Authors: Frank Kane
The girl reached up, mussed his hair, smeared sticky lips across his face and mouth. Liddell took a deep breath and tried to still the pounding of his heart.
There were heavy footsteps in the hall, then a pounding on the door.
“Open up!” a heavy voice commanded.
The girl slipped out of bed, grabbed up a kimono, padded out to the door. Liddell could hear her open the door, her shrill voice arguing, the heavier voices of the police. Footsteps clattered across the living-room floor, and two cops entered, guns in hand.
“You have no right to break in my house,” the girl shrilled at them.
The cops ignored her. “Who’s this?” One directed the beam of the flashlight at Liddell.
“Mi pichonsita
. I his sweetheart,” she snapped.
“Shake the rest of the place down, Jake,” the cop told his partner. “I’ll see the guy.” He walked over, pulled the covers back from Liddell, snickered. “How long you been here, mister?”
“A couple of hours. I—”
“See anything of a guy running through here or hiding any place?”
Liddell shook his head.
The cop turned, looked at the girl appreciatively. “You want to watch these hot peppers, mister. You can get burned.”
The other cop returned from a check of the other rooms. “Not here, Ed. How the hell could he get across from that other roof? He can’t fly. I tell you he’s still hiding in Number Seventy.”
They stamped across the floor, slammed the hall door behind them. Liddell could hear the sound of their feet going down the stairs, the slam of the hall door. He wiped the perspiration from his face with the back of his hand.
The girl walked over to the window and watched the street from behind the upturned corner of the shade. Liddell gathered up his clothes and started dressing.
“They going, Chiquita?”
The girl turned from the window and nodded. “They leave two men to watch for you.” She snapped on a small lamp and stared at him curiously. “You kill somebody?”
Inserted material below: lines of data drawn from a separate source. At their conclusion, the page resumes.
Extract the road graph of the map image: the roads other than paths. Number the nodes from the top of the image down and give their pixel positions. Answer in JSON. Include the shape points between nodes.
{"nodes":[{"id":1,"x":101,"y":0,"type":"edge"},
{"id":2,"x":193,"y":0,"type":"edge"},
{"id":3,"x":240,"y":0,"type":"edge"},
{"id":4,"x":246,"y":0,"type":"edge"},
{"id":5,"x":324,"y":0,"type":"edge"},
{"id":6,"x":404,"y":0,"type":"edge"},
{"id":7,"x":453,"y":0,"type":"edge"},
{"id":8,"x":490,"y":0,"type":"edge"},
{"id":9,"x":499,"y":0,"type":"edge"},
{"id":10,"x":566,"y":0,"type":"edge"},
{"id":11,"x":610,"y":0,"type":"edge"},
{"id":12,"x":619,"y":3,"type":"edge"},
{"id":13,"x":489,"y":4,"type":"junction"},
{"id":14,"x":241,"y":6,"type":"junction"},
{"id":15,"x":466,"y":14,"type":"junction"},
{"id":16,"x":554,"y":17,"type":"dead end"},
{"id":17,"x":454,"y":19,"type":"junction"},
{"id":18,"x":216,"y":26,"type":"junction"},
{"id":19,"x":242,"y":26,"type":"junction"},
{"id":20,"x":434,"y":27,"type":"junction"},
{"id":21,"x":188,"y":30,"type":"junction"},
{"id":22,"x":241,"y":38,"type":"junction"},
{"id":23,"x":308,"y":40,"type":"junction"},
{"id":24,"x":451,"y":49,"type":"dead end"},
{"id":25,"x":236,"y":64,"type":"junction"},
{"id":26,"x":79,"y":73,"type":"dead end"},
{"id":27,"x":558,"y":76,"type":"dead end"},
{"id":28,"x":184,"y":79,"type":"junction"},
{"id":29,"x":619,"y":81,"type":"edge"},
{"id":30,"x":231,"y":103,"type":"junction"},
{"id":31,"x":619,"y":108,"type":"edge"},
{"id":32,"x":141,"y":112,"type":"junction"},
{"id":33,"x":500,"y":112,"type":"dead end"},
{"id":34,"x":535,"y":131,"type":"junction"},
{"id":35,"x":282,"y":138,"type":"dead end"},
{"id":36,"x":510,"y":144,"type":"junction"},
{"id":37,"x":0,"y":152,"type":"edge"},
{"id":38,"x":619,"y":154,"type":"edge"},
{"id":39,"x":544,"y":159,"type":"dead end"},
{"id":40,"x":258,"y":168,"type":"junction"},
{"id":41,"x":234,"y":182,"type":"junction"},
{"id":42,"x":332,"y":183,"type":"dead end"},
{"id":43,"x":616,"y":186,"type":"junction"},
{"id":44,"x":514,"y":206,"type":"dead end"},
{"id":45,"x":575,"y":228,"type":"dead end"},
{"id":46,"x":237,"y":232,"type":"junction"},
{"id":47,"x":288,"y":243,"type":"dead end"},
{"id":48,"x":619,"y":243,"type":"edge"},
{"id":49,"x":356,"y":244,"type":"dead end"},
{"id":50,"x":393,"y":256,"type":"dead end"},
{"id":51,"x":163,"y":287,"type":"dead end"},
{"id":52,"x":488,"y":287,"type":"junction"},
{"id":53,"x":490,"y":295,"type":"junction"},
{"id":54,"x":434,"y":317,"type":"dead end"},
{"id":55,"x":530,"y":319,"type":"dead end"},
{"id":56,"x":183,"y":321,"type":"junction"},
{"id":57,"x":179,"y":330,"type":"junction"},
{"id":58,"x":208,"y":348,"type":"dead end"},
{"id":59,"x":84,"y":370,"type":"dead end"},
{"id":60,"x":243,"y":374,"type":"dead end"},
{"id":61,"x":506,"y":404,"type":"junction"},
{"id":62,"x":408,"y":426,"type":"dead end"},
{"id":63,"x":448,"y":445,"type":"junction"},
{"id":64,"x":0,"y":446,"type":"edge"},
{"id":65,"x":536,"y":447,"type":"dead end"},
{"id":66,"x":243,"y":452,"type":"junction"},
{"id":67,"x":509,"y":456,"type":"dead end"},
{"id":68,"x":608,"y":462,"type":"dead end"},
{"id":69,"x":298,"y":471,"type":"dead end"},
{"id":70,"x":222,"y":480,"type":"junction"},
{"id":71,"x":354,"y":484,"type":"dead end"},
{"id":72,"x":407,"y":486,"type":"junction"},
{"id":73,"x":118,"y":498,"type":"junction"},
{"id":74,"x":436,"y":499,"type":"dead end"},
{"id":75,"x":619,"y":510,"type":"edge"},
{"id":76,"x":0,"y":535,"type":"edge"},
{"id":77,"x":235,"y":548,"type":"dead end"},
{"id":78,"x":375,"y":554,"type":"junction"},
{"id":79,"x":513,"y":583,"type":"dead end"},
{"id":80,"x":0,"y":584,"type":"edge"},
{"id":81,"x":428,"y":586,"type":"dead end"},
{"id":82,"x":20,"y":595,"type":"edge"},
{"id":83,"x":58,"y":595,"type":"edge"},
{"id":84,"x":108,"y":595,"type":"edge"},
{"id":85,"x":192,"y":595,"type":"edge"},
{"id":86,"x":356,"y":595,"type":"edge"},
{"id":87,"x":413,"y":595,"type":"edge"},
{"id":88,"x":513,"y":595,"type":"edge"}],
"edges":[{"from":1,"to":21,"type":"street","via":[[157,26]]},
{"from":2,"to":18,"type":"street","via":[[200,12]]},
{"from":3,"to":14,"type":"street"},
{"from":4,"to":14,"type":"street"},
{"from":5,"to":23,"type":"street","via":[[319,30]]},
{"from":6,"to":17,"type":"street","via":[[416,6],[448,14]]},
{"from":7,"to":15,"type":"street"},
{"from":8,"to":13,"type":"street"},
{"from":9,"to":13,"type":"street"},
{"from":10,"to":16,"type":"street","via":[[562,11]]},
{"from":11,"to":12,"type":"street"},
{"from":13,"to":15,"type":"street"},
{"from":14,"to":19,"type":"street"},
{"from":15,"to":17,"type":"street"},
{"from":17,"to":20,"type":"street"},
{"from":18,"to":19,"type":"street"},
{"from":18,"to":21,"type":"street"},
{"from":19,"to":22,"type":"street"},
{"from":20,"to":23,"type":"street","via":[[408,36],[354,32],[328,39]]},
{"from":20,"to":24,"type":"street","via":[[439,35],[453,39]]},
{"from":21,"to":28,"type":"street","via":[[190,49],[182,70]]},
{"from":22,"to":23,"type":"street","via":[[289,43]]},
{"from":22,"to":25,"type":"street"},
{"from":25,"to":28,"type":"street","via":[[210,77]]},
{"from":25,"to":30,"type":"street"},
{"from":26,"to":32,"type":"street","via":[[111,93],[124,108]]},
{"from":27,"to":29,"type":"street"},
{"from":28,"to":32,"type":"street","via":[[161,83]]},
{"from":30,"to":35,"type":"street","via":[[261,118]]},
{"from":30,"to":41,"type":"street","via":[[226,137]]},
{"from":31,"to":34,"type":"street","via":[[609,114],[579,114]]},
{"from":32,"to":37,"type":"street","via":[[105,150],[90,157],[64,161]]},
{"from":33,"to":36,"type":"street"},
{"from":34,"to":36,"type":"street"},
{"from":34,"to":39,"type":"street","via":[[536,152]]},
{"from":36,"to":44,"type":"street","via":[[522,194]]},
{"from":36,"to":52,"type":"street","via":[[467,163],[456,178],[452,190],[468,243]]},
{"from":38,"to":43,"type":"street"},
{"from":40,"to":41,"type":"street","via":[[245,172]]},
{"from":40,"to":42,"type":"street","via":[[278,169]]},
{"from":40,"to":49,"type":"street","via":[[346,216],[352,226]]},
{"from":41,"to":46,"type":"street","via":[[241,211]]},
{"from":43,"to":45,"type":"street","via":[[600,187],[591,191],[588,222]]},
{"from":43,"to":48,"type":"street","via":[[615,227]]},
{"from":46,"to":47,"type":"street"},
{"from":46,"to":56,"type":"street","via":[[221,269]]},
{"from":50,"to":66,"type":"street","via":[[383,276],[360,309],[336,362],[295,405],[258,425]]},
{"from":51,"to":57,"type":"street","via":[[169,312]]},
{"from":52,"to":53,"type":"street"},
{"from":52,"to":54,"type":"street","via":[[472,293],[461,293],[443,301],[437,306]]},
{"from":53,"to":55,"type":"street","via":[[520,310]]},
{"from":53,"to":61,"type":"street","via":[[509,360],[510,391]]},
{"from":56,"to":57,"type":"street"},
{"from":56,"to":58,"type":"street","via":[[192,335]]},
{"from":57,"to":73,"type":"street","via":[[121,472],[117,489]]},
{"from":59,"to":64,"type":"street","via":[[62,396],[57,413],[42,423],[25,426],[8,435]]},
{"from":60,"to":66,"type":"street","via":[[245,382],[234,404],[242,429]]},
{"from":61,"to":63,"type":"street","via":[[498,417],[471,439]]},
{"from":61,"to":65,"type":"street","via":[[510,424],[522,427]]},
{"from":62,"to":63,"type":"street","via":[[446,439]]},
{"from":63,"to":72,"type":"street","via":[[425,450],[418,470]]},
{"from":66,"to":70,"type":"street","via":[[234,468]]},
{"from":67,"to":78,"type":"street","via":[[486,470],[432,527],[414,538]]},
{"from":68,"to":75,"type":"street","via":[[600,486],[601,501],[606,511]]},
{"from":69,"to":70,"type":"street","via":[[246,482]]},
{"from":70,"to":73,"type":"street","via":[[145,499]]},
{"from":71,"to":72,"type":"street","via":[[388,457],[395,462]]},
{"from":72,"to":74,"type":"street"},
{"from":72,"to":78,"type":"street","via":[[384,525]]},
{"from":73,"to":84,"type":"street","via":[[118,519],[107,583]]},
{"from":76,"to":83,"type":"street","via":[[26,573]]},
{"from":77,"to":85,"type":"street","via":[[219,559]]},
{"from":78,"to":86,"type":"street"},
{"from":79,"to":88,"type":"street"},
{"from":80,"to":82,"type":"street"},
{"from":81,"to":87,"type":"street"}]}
Liddell shook his head. “They’ve got me mixed up with someone else.” He got his first good look at the girl. She was small, dark. Her lipstick was smeared all over her mouth, her eyes were big black marbles. She wore a cheap kimono that gaped open in front, exposing her nakedness. “You can’t leave now,” she pointed out. “They waiting for you.”
Liddell nodded. “There must be a back door, isn’t there?”
She shrugged. “Through the cellar.” She cocked her head. “Why you not want to stay? You don’t like me, eh?”
“I’m crazy about you, but I’d better get out of here before they decide to come back.” He dug into his pocket, pulled out a roll of bills, peeled off two fives. “That’s to show you how much I like you.”
She took the two bills, counted them, danced off to the bedroom. In a moment she came back, struggling into a skirt and blouse. “I go with you, show you the way through the back yard. The
policia,”
she snapped her fingers, “they never catch you.”
T
HE NOISE SOUNDED
like distant thunder, settled down to the sharp chatter of a machine gun. Johnny Liddell groaned, tried to burrow his head under the pillow, but the noise refused to go away. Finally, he reluctantly opened one bleary eye and decided it was only someone trying to knock his door off its hinges. The clock on the table next to his bed said eight o’clock, the rain pelting against his window frame gave no hint whether it was a.m. or p.m.
The pounding on the door showed no signs of abating. Liddell pulled on his pants, slid his feet into slippers, and shuffled to the door.
“Okay, okay. Keep your pants on,” he growled.
He turned the key and pulled open the door.
“That’s a fine way to greet an eager young lady paying you a call at your apartment.” Donna Espirito grinned at him impishly. This morning she wore her thick blond hair in a long page boy that cascaded down onto her shoulders. She wore a loose silk peasant blouse that made her look even younger and complemented the color of her eyes. Liddell noticed that most of the lines of strain he had detected in her face the day before had been erased.
He groaned, covered his eyes. “Oh, no. Not you.”
The girl walked past him into the room and looked around critically. She placed a large paper bag she held in her arm on the table. “I brought some breakfast. Hot coffee, hot crullers.”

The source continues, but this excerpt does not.